Ke tiga, kemampuan. Yaps! Kriteria terakhir ini ancap kali diabaikan oleh kebanyakan kita, warga plus 62. Orang orang dengan Ability nol, bisa jadi detempatkan di pos-pos penting, hanya dengan modal kedekatan emosional, ABS (asal bapak suka) dan retorika ‘menjual diri’ yang indah mempesona.
Bisa juga mereka kokoh dalam kepribadian, sanggup menerima jabatan dan memiliki kemampuan yang bagus di satu bidang. Hanya saja, tidak ditempatkan sesuai dengan kemampuannya. Misalnya, pengusaha dari keluarga kaya raya yang disuruh mengurusi pendidikan di Indonesia.
Banyak komunitas, organisasi, lembaga, instansi atau badan yang ada di negara kita, melalaikan posisi ability sebagai salah satu kerangka membangun organ yang kokoh. Hasilnya, orang-orang dengan kemampuan Omdo (omong doang) ditempatkan di lokasi yang membutuhkan kerja nyata, bukan sekadar retorika. Dengan demikian, tidak ada konektifitas antara ability yang dimiliki dengan jabatan yang diemban.
Endingnya, roda kepemimpinan melemah. Ditambah lagi, untuk terlihat keren dan berwibawa, orang-orang dengan ability rendah biasanya hanya bisa suruh ini-itu dan menyalahkan sana-sini tanpa bisa memberikan solusi.

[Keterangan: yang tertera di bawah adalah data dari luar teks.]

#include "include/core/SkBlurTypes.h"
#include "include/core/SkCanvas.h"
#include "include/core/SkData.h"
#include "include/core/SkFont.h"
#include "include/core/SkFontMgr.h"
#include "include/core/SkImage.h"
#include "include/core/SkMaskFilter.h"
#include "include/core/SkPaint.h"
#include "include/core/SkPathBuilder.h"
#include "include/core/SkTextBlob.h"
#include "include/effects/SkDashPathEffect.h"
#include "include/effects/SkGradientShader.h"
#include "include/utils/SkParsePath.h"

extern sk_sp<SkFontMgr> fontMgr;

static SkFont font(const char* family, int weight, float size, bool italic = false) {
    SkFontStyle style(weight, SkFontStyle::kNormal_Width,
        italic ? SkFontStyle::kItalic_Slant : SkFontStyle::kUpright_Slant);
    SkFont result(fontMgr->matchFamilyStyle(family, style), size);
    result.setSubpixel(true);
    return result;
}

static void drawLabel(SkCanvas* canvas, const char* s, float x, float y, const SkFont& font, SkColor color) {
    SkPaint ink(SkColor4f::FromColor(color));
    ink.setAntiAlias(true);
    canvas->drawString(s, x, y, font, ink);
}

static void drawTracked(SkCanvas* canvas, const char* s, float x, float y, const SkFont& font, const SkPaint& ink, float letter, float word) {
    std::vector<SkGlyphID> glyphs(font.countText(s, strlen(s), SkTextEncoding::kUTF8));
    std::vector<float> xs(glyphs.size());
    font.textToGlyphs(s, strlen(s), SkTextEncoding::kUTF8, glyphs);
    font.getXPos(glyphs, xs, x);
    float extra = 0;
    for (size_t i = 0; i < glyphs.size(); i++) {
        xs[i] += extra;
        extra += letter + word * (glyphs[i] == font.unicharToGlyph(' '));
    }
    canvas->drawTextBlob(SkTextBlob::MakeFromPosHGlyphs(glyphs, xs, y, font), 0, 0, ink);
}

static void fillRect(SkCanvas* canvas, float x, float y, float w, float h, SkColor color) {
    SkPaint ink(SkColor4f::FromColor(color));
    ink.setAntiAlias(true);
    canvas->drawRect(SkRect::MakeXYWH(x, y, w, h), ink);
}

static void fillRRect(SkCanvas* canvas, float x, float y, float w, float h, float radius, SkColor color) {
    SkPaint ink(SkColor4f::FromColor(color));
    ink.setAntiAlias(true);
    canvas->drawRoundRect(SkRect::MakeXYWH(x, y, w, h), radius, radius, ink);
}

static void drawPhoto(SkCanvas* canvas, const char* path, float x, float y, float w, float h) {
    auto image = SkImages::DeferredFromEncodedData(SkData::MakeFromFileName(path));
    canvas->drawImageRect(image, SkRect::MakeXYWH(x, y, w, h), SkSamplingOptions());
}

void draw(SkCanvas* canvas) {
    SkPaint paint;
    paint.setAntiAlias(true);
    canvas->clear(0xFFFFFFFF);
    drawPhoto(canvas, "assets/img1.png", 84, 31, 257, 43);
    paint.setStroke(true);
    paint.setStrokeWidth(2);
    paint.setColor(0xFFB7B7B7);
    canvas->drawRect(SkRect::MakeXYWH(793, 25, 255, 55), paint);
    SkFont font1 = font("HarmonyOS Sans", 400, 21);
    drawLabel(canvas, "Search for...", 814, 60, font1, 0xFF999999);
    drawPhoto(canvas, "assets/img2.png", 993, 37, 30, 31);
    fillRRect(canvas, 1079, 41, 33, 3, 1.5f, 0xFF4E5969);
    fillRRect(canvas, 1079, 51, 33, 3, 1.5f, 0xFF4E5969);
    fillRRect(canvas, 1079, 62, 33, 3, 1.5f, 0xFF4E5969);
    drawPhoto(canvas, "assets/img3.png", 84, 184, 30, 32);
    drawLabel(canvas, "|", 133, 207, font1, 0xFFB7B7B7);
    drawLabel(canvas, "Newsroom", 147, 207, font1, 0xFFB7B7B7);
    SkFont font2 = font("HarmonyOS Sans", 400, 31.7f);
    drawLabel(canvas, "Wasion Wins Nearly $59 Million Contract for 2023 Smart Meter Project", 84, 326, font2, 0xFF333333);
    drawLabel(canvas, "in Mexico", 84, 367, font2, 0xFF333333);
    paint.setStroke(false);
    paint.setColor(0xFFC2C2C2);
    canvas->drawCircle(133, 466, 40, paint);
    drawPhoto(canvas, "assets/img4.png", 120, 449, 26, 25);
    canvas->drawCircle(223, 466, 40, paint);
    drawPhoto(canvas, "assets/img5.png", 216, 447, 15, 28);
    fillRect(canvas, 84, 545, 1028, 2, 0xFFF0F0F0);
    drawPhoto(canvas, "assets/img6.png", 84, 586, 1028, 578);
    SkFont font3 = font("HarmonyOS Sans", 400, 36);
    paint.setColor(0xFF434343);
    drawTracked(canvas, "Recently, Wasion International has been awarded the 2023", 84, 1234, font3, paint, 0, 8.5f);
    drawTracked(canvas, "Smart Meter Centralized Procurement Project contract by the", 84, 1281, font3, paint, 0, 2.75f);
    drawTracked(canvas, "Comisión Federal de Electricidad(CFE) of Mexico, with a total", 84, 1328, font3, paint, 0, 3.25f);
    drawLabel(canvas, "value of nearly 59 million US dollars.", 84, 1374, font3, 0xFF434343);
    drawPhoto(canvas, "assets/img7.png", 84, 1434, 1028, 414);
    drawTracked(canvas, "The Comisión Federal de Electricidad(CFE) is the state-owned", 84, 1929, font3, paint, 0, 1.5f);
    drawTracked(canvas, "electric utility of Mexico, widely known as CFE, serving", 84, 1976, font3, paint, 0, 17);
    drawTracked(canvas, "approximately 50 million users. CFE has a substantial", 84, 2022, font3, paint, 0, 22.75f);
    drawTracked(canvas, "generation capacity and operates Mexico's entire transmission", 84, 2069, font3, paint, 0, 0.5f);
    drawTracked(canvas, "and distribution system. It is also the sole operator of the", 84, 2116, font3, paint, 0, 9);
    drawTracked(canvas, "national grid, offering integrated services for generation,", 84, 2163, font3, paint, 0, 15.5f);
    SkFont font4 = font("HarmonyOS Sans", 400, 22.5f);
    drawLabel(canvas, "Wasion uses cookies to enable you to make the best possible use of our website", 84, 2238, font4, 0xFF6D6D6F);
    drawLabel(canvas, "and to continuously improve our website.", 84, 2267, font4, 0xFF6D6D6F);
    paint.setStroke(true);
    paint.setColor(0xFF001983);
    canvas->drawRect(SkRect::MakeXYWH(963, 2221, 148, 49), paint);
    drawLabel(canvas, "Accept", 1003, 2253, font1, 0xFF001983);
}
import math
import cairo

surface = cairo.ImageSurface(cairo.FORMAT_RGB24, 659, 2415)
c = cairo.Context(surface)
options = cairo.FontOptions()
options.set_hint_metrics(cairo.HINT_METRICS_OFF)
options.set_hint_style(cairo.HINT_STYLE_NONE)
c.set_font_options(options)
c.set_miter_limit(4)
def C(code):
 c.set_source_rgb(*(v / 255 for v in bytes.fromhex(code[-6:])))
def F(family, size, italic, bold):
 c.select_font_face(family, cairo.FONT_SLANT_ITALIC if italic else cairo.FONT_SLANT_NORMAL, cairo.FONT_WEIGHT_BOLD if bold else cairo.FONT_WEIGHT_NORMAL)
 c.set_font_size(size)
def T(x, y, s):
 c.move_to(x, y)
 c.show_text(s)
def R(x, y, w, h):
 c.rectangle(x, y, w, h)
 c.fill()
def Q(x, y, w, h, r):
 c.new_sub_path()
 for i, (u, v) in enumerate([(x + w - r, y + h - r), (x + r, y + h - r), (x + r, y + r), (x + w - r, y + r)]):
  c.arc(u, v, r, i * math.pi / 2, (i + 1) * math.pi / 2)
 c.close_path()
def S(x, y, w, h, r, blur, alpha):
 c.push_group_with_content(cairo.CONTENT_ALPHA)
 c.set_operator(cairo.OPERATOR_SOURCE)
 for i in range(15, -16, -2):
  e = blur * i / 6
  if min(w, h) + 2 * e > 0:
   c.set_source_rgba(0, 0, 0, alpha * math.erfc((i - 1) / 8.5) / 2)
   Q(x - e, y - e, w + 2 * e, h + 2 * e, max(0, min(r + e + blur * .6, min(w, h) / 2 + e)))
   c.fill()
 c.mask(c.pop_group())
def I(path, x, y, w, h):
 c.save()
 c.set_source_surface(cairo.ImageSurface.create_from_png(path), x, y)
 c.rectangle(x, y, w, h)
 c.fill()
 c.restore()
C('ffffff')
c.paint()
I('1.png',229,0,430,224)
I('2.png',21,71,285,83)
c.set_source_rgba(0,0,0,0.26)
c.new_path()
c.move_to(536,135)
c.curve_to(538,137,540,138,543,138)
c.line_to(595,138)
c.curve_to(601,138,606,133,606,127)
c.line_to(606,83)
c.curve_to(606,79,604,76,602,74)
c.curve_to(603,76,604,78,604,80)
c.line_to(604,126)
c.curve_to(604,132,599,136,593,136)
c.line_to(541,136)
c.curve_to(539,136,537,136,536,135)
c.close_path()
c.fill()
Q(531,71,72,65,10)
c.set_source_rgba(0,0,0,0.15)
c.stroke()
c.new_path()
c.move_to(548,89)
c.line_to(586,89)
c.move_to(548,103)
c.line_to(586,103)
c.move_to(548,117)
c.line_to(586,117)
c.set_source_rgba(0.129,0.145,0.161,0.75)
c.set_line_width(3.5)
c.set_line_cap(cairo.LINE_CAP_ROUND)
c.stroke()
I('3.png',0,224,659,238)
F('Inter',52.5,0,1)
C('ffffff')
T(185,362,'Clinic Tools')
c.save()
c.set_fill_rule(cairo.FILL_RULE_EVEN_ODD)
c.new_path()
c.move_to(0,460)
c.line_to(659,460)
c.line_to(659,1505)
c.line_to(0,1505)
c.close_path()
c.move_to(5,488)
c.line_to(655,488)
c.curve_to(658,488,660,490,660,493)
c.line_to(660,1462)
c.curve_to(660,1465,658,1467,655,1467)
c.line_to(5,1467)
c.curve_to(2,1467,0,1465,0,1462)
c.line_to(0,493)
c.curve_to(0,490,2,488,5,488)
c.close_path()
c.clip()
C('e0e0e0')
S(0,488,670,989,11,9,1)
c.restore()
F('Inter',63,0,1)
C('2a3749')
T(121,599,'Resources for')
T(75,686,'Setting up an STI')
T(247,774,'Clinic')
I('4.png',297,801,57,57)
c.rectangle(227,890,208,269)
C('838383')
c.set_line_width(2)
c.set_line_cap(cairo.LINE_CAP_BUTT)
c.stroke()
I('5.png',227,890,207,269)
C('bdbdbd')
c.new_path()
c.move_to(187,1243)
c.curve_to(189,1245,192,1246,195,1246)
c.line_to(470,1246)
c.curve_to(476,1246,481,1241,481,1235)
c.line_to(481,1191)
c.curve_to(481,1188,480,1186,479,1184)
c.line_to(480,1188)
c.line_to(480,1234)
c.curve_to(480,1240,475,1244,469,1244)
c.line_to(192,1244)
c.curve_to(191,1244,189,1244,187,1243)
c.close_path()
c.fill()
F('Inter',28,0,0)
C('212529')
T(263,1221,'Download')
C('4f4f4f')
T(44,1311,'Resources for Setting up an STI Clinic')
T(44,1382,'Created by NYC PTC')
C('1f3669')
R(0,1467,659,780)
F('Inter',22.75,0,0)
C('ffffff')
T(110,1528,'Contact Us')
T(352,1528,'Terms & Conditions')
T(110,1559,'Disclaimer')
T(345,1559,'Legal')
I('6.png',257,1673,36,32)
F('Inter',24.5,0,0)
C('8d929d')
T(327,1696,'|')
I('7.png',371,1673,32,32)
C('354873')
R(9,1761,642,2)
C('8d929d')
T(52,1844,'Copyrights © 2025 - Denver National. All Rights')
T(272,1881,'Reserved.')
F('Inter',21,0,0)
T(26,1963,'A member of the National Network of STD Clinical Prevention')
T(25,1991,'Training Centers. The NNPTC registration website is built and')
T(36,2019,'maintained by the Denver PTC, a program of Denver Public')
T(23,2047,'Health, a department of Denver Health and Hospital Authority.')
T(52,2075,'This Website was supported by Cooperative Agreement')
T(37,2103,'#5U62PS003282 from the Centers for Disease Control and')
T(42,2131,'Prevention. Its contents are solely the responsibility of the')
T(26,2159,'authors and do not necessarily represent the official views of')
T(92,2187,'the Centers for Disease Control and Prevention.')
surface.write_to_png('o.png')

Tentu pola semacam ini harus kita hindari. Sudah saatnya kita bangkit, era Ordal (orang dalam), Jastip (jasa titip) jabatan harus kita buang jauh-jauh demi terwujudnya Indonesia yang bukan hanya terlihat keren tapi juga memiliki nilai jual berkat kualitas bukan berkat provider Jastip.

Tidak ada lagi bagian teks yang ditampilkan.